The output should be all entries, each matching the original exactly.

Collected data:
-=-=-=-=-
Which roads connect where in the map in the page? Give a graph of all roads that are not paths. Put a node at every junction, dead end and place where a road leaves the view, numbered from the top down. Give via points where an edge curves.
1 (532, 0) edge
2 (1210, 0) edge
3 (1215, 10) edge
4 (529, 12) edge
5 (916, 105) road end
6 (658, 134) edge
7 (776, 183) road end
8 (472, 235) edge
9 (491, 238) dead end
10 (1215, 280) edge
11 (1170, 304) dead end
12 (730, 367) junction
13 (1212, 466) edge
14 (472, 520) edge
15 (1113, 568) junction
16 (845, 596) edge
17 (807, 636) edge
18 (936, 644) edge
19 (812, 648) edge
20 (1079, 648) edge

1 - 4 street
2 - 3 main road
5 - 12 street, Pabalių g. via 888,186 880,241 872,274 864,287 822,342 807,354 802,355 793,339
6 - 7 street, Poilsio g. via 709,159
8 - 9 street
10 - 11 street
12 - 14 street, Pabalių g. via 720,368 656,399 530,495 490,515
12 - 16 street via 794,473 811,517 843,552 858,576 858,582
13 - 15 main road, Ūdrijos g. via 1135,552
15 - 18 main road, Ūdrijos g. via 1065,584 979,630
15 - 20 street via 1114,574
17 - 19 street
-=-=-=-=-
Your solution:
Which roads connect where in the map in the page? Give a graph of all roads that are not paths. Put a node at every junction, dead end and place where a road leaves the view, numbered from the top down. Give via points where an edge curves.
1 (532, 0) edge
2 (1210, 0) edge
3 (1215, 10) edge
4 (529, 12) edge
5 (916, 105) road end
6 (658, 134) edge
7 (776, 183) road end
8 (472, 235) edge
9 (491, 238) dead end
10 (1215, 280) edge
11 (1170, 304) dead end
12 (730, 367) junction
13 (1212, 466) edge
14 (472, 520) edge
15 (1113, 568) junction
16 (845, 596) edge
17 (807, 636) edge
18 (936, 644) edge
19 (812, 648) edge
20 (1079, 648) edge

1 - 4 street
2 - 3 main road
5 - 12 street, Pabalių g. via 888,186 880,241 872,274 864,287 822,342 807,354 802,355 793,339
6 - 7 street, Poilsio g. via 709,159
8 - 9 street
10 - 11 street
12 - 14 street, Pabalių g. via 720,368 656,399 530,495 490,515
12 - 16 street via 794,473 811,517 843,552 858,576 858,582
13 - 15 main road, Ūdrijos g. via 1135,552
15 - 18 main road, Ūdrijos g. via 1065,584 979,630
15 - 20 street via 1114,574
17 - 19 street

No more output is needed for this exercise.